Learning Day 71: Image captioning
Published in
2 min readJun 28, 2021
Image captioning
- Vision → Language
- The combination of CV and NLP
Traditional method
- Image content → keywords/tags
- Keywords → sentences
Advantages:
- Directly use existing knowledge of CV and NLP
- Able to filter noise
- Modular
Disadvantage
- If first step is wrong (CV), second step will be wrong (NLP)
Deep learning end-to-end method
CNN + RNN
- A encoder-decoder structure
- CNN as an encoder to extract the 2nd last layer of features map before softmax
- RNN/LSTM as a decoder to take the feature map as input (the first input only)

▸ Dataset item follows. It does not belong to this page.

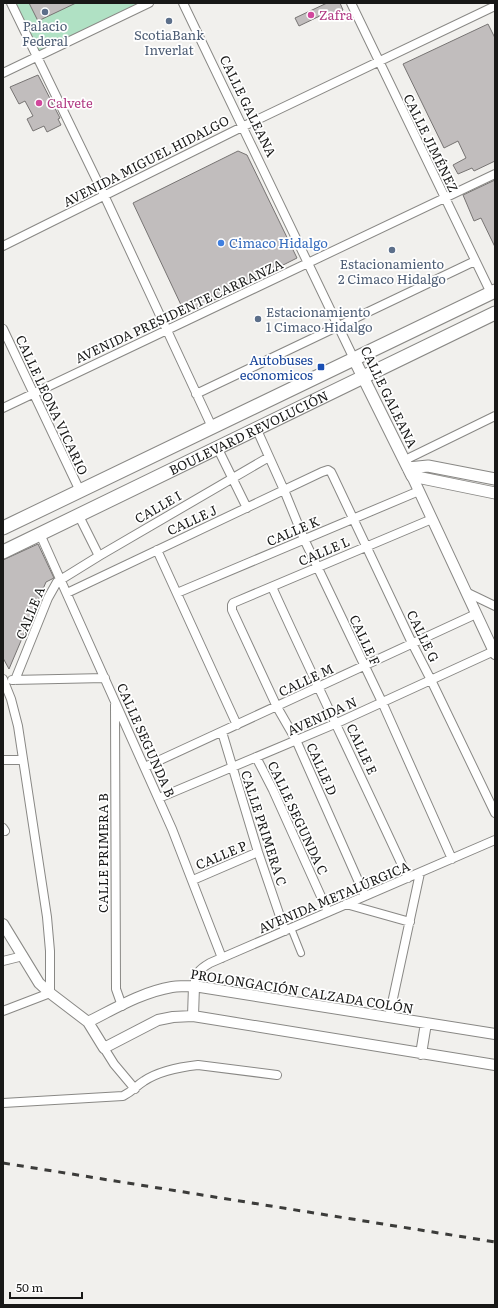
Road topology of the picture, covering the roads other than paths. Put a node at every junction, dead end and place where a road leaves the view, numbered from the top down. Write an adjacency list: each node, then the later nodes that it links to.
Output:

- Neural Image Captioning(NIC)
CNN + RNN + Attention mechanism
- Attention mechanism is only implemented after encoder
- Output from CNN (encoder) will be divided ton multiple cell states (C1, C2 C3) for LSTM (decoder) to generate outputs (Y1, Y2, Y3) accordingly
- The cell states are generated from the weighted hₜ, with different weights represent the attention weightage
Evaluation metrics for image captioning
- Meteor
- CIDEr
- BLEU@N
Thoughts about this topic
- RNN has been briefly studied in Day 25–30
- I did not understand this topic, image captioning, very well, especially the attention mechanism. (Does attention mechanism require additional marking on the data? If not, how does the model determine which part should be focused)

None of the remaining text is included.